* _TRY IT_
Scan the entries below and extract each line with the word "Fubei" in it.

___ RAW DATA ___

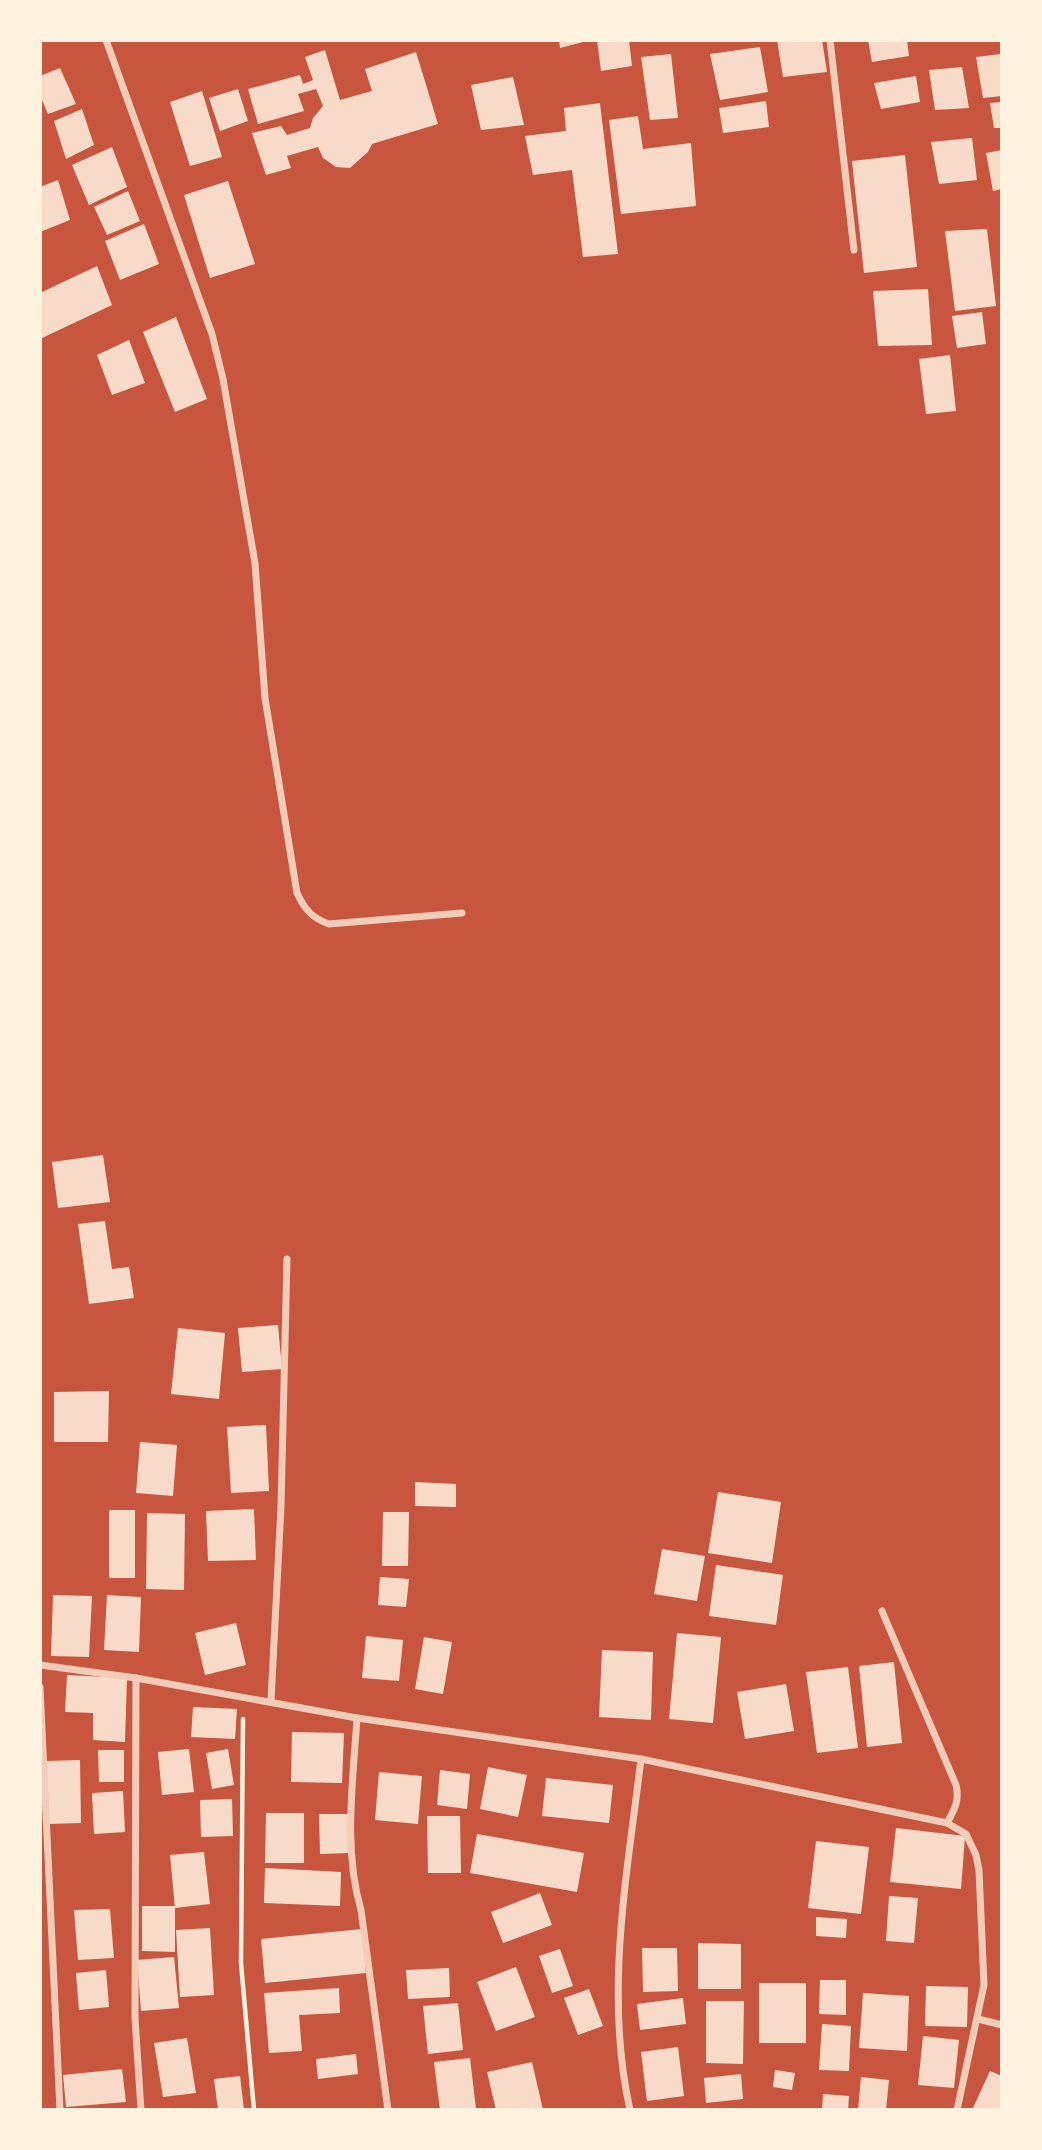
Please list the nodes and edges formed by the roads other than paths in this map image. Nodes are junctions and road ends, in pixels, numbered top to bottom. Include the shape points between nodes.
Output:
1 (106, 40) edge
2 (830, 40) edge
3 (854, 250) dead end
4 (462, 913) dead end
5 (287, 1259) dead end
6 (882, 1611) dead end
7 (40, 1665) edge
8 (136, 1678) junction
9 (40, 1687) edge
10 (271, 1702) junction
11 (357, 1717) junction
12 (641, 1759) junction
13 (947, 1823) junction
14 (978, 2020) junction
15 (1002, 2025) edge
16 (60, 2110) edge
17 (141, 2110) edge
18 (388, 2110) edge
19 (630, 2110) edge
20 (957, 2110) edge

1 - 4 street via 212,334 223,379 256,563 265,698 297,893 315,919 329,924
2 - 3 street
5 - 10 street
6 - 13 street via 956,1785 957,1805
7 - 8 street
8 - 10 street
8 - 17 street via 135,2018
9 - 16 street
10 - 11 street
11 - 12 street
11 - 18 street via 351,1851
12 - 13 street
12 - 19 street via 617,1961 618,2029
13 - 14 street via 966,1834 979,1870 984,1985
14 - 15 street
14 - 20 street

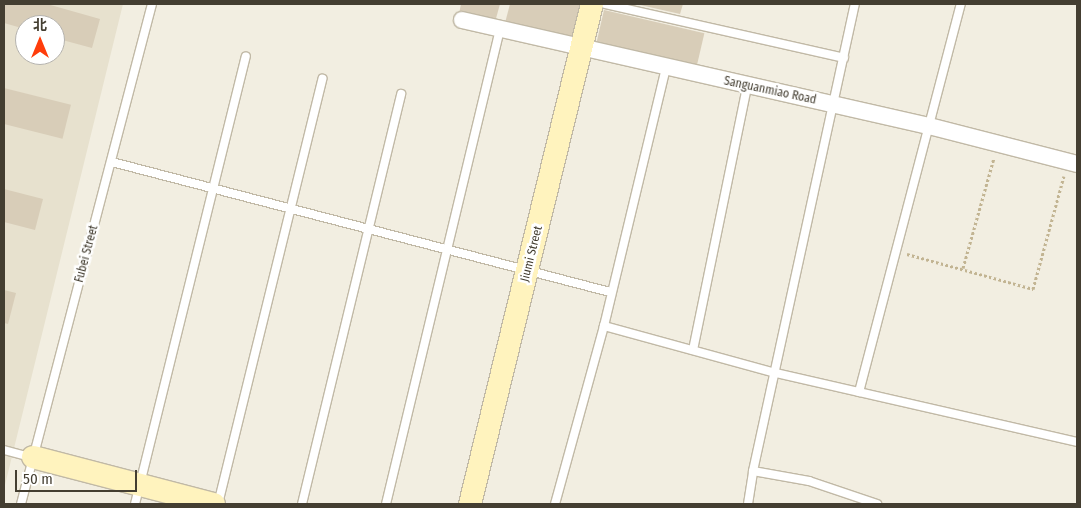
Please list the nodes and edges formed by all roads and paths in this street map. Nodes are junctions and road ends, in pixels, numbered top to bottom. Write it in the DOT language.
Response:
graph roads {
  1 [pos="152,4"];
  2 [pos="592,4"];
  3 [pos="605,4"];
  4 [pos="855,4"];
  5 [pos="961,4"];
  6 [pos="462,20"];
  7 [pos="500,30"];
  8 [pos="582,50"];
  9 [pos="246,57"];
  10 [pos="844,58"];
  11 [pos="666,68"];
  12 [pos="322,79"];
  13 [pos="747,86"];
  14 [pos="400,94"];
  15 [pos="834,105"];
  16 [pos="929,126"];
  17 [pos="998,145"];
  18 [pos="112,162"];
  19 [pos="1073,163"];
  20 [pos="213,189"];
  21 [pos="290,209"];
  22 [pos="368,229"];
  23 [pos="448,250"];
  24 [pos="896,251"];
  25 [pos="963,268"];
  26 [pos="528,270"];
  27 [pos="610,292"];
  28 [pos="604,326"];
  29 [pos="693,350"];
  30 [pos="776,373"];
  31 [pos="859,392"];
  32 [pos="1077,442"];
  33 [pos="4,450"];
  34 [pos="33,457"];
  35 [pos="753,471"];
  36 [pos="138,495"];
  37 [pos="21,504"];
  38 [pos="214,504"];
  39 [pos="218,504"];
  40 [pos="302,504"];
  41 [pos="386,504"];
  42 [pos="470,504"];
  43 [pos="556,504"];
  44 [pos="748,504"];
  45 [pos="877,504"];
  1 -- 18 [label="lane, Fubei Street"];
  2 -- 8 [label="street, Jiumi Street"];
  3 -- 10 [label="lane"];
  4 -- 10 [label="lane"];
  5 -- 16 [label="lane"];
  6 -- 7 [label="street, Sanguanmiao Road"];
  7 -- 8 [label="street, Sanguanmiao Road"];
  7 -- 23 [label="lane"];
  8 -- 11 [label="street, Sanguanmiao Road"];
  8 -- 26 [label="street, Jiumi Street"];
  9 -- 20 [label="lane"];
  10 -- 15 [label="lane"];
  11 -- 13 [label="street, Sanguanmiao Road"];
  11 -- 27 [label="lane"];
  12 -- 21 [label="lane"];
  13 -- 15 [label="street, Sanguanmiao Road"];
  13 -- 29 [label="lane"];
  14 -- 22 [label="lane"];
  15 -- 16 [label="street, Sanguanmiao Road"];
  15 -- 30 [label="lane"];
  16 -- 17 [label="street, Sanguanmiao Road"];
  16 -- 24 [label="lane"];
  17 -- 19 [label="street, Sanguanmiao Road"];
  17 -- 25 [label="path"];
  18 -- 20 [label="lane"];
  18 -- 34 [label="lane, Fubei Street"];
  19 -- 25 [label="path"];
  20 -- 21 [label="lane"];
  20 -- 36 [label="lane"];
  21 -- 22 [label="lane"];
  21 -- 39 [label="lane"];
  22 -- 23 [label="lane"];
  22 -- 40 [label="lane"];
  23 -- 26 [label="lane"];
  23 -- 41 [label="lane"];
  24 -- 25 [label="path"];
  24 -- 31 [label="lane"];
  26 -- 27 [label="lane"];
  26 -- 42 [label="street, Jiumi Street"];
  27 -- 28 [label="lane"];
  28 -- 29 [label="lane"];
  28 -- 43 [label="lane"];
  29 -- 30 [label="lane"];
  30 -- 31 [label="lane"];
  30 -- 35 [label="lane"];
  31 -- 32 [label="lane"];
  33 -- 34 [label="lane"];
  34 -- 36 [label="street"];
  34 -- 37 [label="lane, Fubei Street"];
  35 -- 44 [label="lane"];
  35 -- 45 [label="lane"];
  36 -- 38 [label="street"];
}
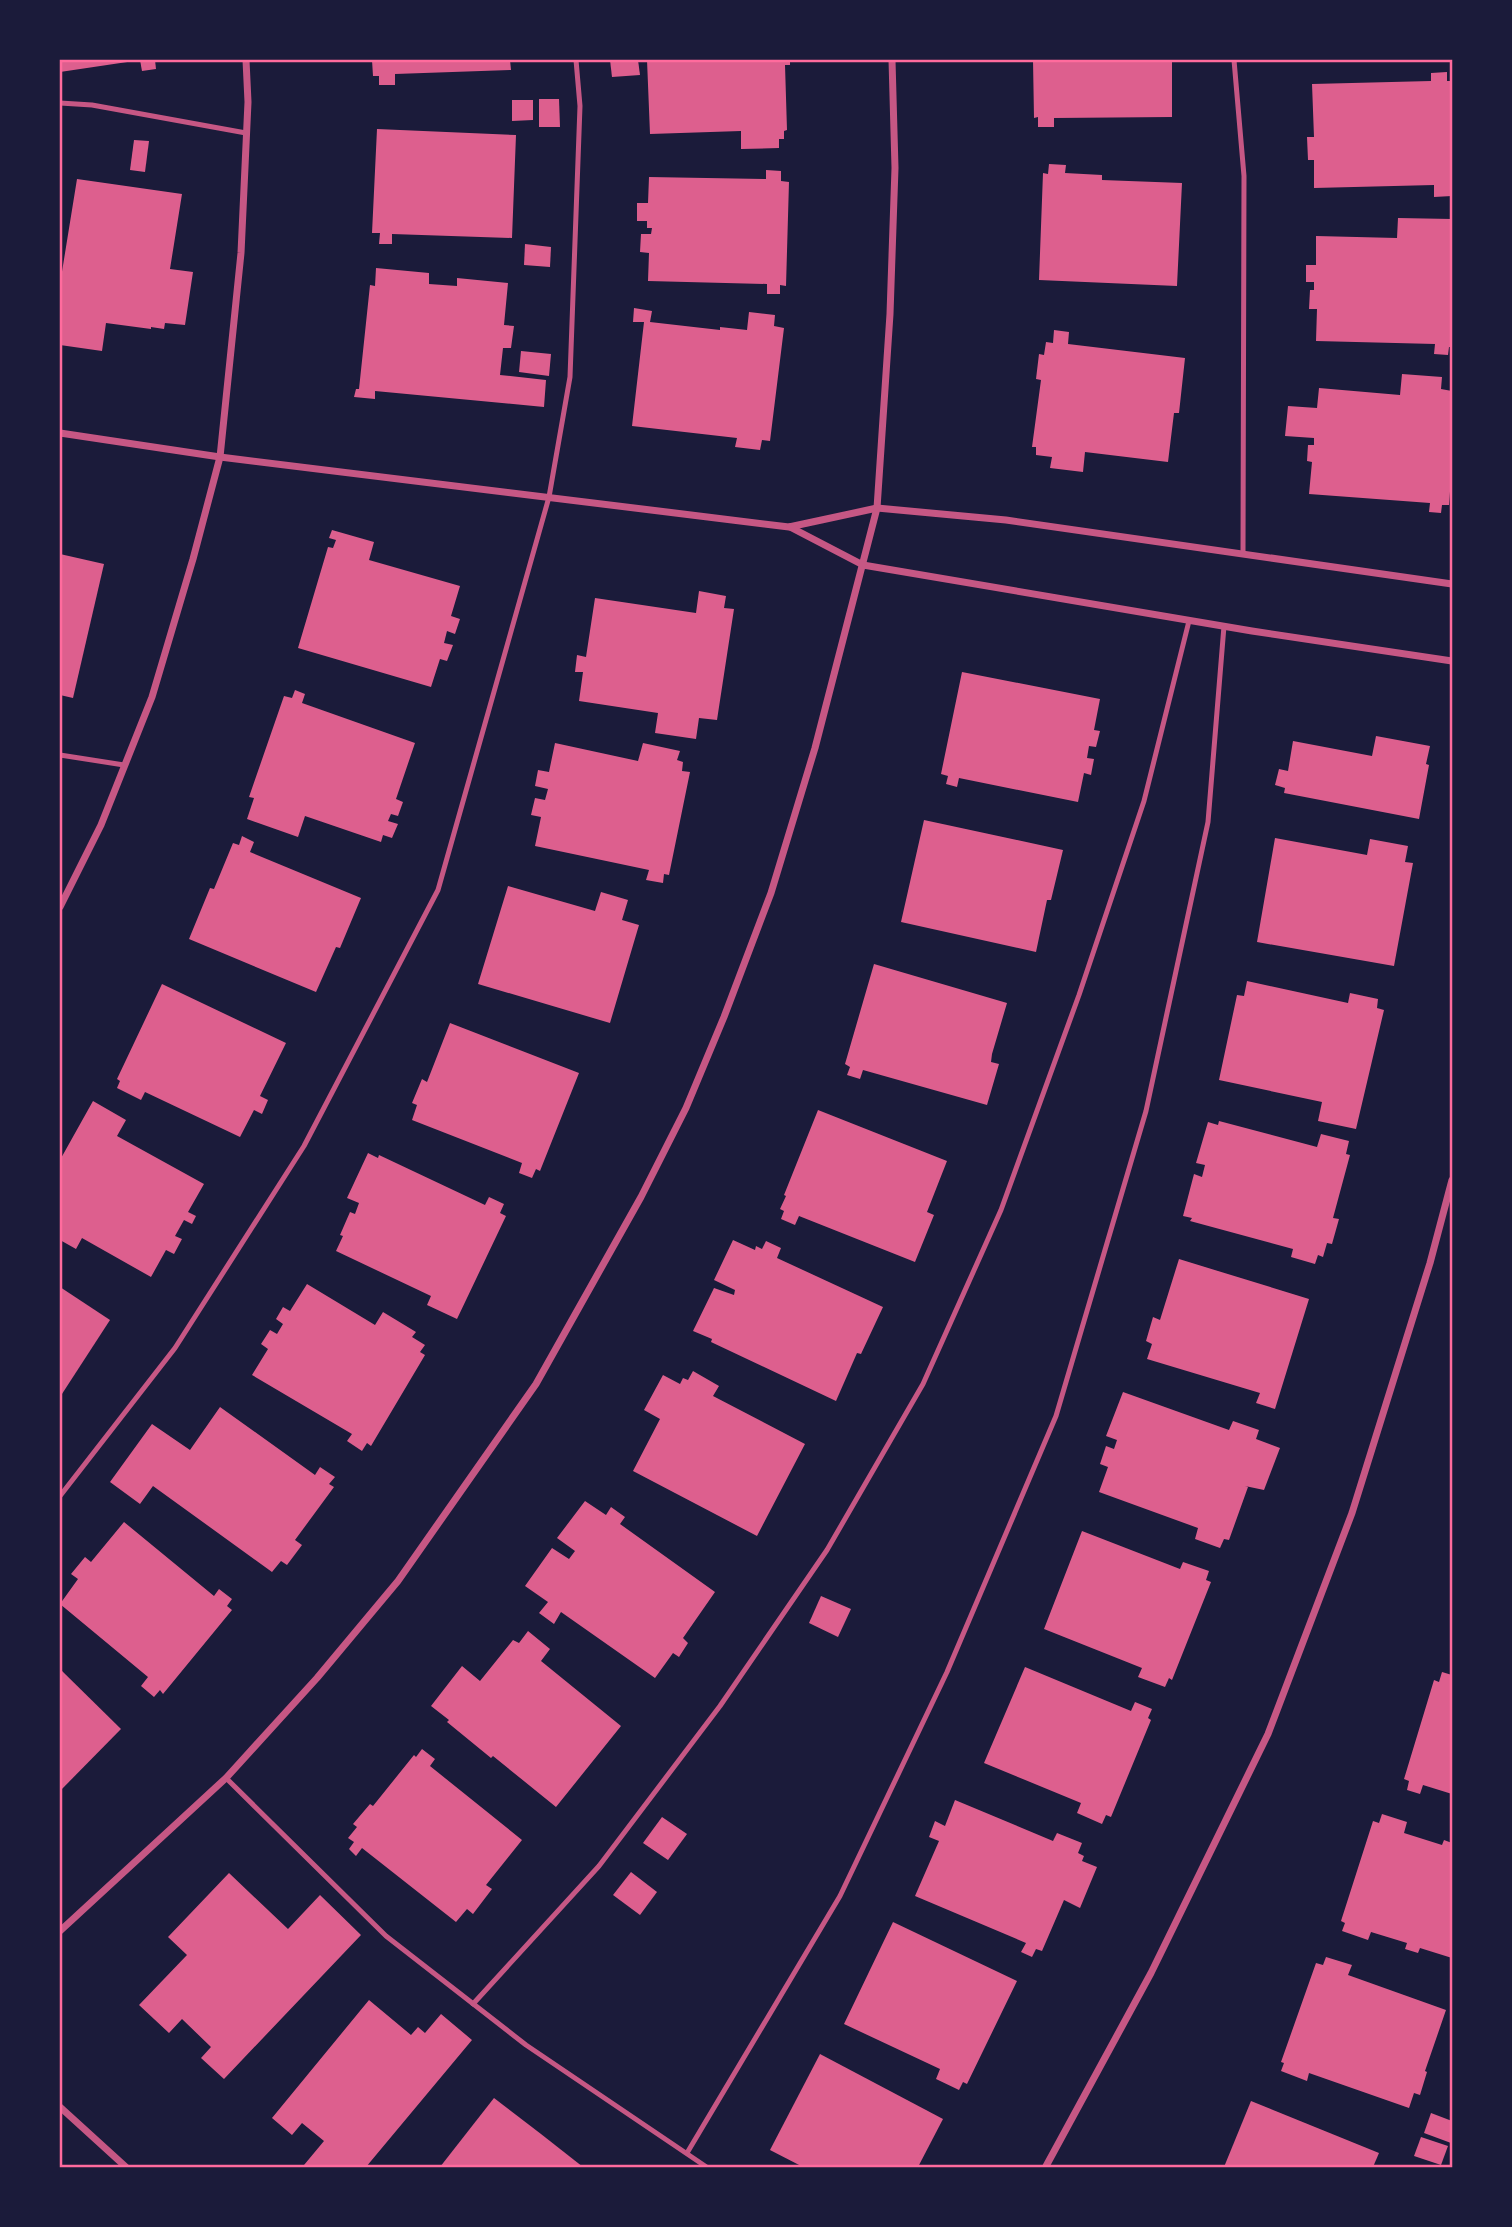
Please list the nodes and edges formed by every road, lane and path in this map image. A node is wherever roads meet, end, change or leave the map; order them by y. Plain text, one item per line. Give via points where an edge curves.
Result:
1 (246, 60) edge
2 (576, 60) edge
3 (892, 60) edge
4 (1234, 60) edge
5 (60, 103) edge
6 (246, 133) junction
7 (60, 433) edge
8 (220, 457) junction
9 (549, 497) junction
10 (877, 508) junction
11 (789, 527) junction
12 (1243, 554) junction
13 (863, 565) junction
14 (1452, 584) edge
15 (1189, 621) junction
16 (1224, 626) junction
17 (1452, 661) edge
18 (60, 755) edge
19 (124, 765) junction
20 (60, 907) edge
21 (1452, 1180) edge
22 (60, 1496) edge
23 (226, 1778) junction
24 (60, 1931) edge
25 (473, 2004) junction
26 (60, 2107) edge
27 (687, 2153) junction
28 (127, 2168) edge
29 (708, 2168) edge
30 (1045, 2168) edge

1 - 6 street
2 - 9 lane via 580,106 570,377
3 - 10 street via 894,195
4 - 12 lane via 1244,176
5 - 6 lane
6 - 8 street via 241,253
7 - 8 street
8 - 9 street
8 - 19 street via 152,697
9 - 11 street
9 - 22 lane via 438,890 304,1146 175,1348
10 - 11 street
10 - 12 street via 1006,520
10 - 13 street
11 - 13 street
12 - 14 street
13 - 15 street
13 - 23 street via 771,893 686,1108 641,1197 536,1384 398,1581
15 - 16 street
15 - 25 lane via 1144,801 1079,995 1001,1210 923,1384 827,1550 720,1706 599,1866
16 - 17 street
16 - 27 lane via 1208,822 1197,875 1146,1111 1056,1416 947,1672 839,1896
18 - 19 lane
19 - 20 street via 101,825
21 - 30 street via 1352,1513 1268,1734 1151,1973
23 - 24 street
23 - 25 lane via 386,1936
25 - 27 lane
26 - 28 street
27 - 29 lane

___

* _RESULT OF THIS TASK_
  1 -- 18 [label="lane, Fubei Street"];
  18 -- 34 [label="lane, Fubei Street"];
  34 -- 37 [label="lane, Fubei Street"];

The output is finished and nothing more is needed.